### [What to work on]
Your answer is a copy of every line in the records where "paths" appears.

### [Dataset entries]
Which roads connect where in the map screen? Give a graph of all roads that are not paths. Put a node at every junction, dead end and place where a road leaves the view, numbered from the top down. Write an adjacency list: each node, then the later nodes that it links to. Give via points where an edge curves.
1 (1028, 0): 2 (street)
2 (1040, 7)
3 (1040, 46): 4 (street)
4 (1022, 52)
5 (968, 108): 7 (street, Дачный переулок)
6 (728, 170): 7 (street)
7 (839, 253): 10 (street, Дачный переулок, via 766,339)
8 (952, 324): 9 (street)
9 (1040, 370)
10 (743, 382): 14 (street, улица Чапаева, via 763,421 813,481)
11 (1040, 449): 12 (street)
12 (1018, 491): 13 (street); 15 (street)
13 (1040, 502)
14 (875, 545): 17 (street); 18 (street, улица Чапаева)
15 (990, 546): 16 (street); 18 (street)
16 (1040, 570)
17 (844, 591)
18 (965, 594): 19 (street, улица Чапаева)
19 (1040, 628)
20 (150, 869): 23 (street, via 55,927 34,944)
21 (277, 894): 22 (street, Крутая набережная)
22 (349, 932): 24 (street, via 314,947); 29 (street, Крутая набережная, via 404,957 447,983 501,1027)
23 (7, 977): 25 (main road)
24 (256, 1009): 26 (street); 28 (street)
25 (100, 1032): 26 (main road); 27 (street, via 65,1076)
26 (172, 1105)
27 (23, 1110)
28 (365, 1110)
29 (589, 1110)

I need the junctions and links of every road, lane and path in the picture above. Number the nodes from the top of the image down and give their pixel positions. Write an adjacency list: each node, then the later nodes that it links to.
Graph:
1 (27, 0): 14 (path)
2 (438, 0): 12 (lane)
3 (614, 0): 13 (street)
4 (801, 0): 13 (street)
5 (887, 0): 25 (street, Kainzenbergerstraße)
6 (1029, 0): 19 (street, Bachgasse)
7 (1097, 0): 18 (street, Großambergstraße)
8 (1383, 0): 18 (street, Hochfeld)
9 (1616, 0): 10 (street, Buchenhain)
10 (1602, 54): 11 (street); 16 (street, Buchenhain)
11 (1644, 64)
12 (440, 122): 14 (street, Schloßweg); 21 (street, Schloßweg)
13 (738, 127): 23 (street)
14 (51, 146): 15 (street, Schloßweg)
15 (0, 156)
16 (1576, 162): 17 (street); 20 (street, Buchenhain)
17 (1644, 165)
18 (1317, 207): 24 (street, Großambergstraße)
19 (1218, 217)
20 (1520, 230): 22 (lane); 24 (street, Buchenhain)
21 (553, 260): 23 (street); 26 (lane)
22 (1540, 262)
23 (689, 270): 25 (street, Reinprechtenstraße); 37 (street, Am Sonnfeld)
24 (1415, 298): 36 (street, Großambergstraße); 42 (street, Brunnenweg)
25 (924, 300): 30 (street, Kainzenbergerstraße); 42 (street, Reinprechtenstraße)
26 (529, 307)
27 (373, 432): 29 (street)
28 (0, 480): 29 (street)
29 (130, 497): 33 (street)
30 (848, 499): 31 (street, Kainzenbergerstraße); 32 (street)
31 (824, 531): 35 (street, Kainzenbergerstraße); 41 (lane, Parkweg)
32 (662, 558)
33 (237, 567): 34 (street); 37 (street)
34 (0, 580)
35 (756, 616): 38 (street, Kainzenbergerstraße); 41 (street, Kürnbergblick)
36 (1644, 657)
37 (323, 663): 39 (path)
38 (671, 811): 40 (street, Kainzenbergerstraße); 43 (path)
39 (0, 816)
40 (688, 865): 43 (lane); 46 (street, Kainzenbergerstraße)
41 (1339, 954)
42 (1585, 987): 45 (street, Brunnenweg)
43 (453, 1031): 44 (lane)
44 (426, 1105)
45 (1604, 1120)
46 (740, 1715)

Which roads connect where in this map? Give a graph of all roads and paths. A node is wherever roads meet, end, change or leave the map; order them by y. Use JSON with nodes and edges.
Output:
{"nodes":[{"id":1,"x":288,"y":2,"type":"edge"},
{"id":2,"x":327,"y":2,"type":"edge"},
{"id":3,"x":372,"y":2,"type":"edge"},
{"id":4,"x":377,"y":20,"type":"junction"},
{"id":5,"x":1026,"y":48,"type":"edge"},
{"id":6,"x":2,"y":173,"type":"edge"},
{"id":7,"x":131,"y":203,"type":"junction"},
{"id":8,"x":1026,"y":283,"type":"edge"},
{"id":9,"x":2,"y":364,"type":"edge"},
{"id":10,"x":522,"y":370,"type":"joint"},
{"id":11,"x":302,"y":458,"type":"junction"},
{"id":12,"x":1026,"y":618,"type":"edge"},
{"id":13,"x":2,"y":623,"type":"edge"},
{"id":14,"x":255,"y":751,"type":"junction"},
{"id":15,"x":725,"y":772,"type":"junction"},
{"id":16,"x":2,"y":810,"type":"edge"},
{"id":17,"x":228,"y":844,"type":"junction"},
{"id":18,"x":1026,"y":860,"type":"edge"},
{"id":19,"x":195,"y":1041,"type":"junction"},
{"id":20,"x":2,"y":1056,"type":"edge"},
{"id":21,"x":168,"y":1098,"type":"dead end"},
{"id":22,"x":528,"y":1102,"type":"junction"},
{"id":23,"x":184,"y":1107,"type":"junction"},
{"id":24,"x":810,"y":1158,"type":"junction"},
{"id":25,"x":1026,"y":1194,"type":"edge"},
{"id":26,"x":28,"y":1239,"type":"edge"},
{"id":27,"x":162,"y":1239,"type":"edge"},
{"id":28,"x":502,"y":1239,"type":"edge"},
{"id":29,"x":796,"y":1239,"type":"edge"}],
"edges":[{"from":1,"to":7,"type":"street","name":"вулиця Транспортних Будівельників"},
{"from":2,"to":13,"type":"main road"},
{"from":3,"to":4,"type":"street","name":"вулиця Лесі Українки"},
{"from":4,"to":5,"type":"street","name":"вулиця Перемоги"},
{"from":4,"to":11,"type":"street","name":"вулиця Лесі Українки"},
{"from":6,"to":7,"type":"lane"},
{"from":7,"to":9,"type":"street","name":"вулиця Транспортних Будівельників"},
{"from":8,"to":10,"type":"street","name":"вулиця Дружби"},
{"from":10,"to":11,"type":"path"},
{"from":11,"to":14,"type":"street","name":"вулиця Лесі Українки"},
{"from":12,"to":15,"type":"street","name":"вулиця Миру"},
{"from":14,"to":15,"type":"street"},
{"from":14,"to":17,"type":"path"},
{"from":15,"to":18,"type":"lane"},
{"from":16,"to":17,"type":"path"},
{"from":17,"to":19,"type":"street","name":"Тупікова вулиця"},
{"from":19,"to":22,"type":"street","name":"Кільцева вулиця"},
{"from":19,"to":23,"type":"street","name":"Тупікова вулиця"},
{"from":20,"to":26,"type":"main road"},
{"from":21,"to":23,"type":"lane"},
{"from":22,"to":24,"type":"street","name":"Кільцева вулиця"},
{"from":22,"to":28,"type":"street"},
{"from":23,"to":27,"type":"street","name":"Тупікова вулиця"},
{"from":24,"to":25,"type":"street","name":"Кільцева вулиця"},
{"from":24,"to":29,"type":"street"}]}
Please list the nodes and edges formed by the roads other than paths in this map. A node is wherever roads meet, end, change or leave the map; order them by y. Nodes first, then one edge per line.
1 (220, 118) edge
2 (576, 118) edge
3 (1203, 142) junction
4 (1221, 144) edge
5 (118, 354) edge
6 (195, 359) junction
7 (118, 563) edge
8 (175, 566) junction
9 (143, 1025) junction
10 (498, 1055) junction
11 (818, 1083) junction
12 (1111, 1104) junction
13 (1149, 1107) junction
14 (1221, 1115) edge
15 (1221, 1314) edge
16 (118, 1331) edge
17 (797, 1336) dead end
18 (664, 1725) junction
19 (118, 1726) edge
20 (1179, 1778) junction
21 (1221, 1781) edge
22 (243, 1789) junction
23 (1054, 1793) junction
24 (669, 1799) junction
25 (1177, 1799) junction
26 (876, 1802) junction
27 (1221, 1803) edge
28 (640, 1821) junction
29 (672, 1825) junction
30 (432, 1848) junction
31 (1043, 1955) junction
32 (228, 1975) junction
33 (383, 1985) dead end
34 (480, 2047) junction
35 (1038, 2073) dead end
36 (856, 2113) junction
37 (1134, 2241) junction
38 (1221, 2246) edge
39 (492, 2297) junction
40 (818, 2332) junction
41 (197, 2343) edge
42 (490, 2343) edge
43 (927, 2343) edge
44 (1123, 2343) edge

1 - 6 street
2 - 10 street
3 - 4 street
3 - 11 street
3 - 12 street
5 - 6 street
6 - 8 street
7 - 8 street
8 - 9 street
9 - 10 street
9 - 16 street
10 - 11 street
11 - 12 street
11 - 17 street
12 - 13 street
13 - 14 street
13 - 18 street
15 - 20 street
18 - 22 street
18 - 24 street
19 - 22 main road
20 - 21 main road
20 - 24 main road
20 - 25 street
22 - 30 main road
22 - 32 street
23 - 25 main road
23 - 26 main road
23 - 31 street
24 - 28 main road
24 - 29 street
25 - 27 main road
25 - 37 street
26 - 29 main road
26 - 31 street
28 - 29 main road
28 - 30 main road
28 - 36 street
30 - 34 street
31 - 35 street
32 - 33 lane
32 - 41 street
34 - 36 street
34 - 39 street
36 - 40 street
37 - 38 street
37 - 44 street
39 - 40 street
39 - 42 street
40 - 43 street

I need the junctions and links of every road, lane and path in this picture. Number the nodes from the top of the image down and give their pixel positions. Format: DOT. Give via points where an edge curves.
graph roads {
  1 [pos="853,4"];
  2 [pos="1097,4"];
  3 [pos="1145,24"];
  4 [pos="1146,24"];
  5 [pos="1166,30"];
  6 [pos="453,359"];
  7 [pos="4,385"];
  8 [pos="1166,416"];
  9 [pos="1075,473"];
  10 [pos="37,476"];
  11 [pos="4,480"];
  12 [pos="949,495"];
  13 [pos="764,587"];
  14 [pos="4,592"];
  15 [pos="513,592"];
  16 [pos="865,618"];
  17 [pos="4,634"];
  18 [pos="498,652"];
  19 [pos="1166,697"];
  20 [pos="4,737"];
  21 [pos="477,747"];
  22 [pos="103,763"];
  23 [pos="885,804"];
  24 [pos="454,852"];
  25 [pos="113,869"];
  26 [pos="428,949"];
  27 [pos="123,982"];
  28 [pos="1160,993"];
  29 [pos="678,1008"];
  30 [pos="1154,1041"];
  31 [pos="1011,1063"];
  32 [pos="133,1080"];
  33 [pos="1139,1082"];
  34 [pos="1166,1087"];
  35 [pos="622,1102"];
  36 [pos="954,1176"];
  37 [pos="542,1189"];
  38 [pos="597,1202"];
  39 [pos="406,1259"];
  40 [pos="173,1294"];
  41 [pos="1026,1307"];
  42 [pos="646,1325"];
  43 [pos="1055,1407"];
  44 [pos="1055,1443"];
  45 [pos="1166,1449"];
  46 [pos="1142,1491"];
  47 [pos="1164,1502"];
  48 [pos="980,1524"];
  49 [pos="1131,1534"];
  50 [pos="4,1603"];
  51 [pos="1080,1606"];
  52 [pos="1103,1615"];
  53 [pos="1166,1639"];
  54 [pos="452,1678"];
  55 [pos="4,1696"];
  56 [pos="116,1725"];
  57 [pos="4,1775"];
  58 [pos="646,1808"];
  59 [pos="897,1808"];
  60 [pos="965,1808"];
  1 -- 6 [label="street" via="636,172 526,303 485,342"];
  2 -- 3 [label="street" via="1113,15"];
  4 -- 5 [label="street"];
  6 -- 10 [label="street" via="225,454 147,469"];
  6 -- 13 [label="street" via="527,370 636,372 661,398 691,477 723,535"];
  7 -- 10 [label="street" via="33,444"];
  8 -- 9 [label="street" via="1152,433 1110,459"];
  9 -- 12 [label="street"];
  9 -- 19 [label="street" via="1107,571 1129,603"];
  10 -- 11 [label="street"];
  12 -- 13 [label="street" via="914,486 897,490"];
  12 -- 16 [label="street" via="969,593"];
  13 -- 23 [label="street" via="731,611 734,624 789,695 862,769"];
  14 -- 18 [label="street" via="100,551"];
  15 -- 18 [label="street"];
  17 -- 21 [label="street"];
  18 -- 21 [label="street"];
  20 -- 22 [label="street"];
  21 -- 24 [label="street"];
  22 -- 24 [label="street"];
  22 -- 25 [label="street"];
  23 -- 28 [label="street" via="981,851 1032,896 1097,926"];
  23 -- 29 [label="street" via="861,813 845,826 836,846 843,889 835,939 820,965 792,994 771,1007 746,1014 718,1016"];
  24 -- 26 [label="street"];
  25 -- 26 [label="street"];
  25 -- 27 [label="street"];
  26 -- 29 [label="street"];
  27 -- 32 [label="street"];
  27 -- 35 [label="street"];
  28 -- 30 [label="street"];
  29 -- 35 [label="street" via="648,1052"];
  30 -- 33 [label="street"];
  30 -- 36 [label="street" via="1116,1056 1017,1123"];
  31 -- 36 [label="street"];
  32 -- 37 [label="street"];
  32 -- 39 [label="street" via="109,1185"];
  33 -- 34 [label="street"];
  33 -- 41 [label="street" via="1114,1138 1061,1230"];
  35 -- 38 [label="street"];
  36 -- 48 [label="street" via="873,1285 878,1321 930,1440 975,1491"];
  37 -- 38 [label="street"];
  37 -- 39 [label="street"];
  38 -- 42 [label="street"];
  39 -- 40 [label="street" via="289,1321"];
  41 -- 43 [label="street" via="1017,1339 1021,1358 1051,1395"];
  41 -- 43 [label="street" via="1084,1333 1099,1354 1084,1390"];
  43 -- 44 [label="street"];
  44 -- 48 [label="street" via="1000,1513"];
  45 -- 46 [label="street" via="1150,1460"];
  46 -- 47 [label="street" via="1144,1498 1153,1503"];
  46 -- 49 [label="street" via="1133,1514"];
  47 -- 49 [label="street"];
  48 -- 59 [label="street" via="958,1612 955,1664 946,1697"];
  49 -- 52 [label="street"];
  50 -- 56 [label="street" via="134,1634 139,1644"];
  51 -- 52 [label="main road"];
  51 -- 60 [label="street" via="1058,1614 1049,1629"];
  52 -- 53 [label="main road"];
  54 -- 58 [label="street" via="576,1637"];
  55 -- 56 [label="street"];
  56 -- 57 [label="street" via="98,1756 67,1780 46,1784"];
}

### [Solution to this task]
Which roads connect where in the map screen? Give a graph of all roads that are not paths. Put a node at every junction, dead end and place where a road leaves the view, numbered from the top down. Write an adjacency list: each node, then the later nodes that it links to. Give via points where an edge curves.
Which roads connect where in this map? Give a graph of all roads and paths. A node is wherever roads meet, end, change or leave the map; order them by y. Use JSON with nodes and edges.
Please list the nodes and edges formed by the roads other than paths in this map. A node is wherever roads meet, end, change or leave the map; order them by y. Nodes first, then one edge per line.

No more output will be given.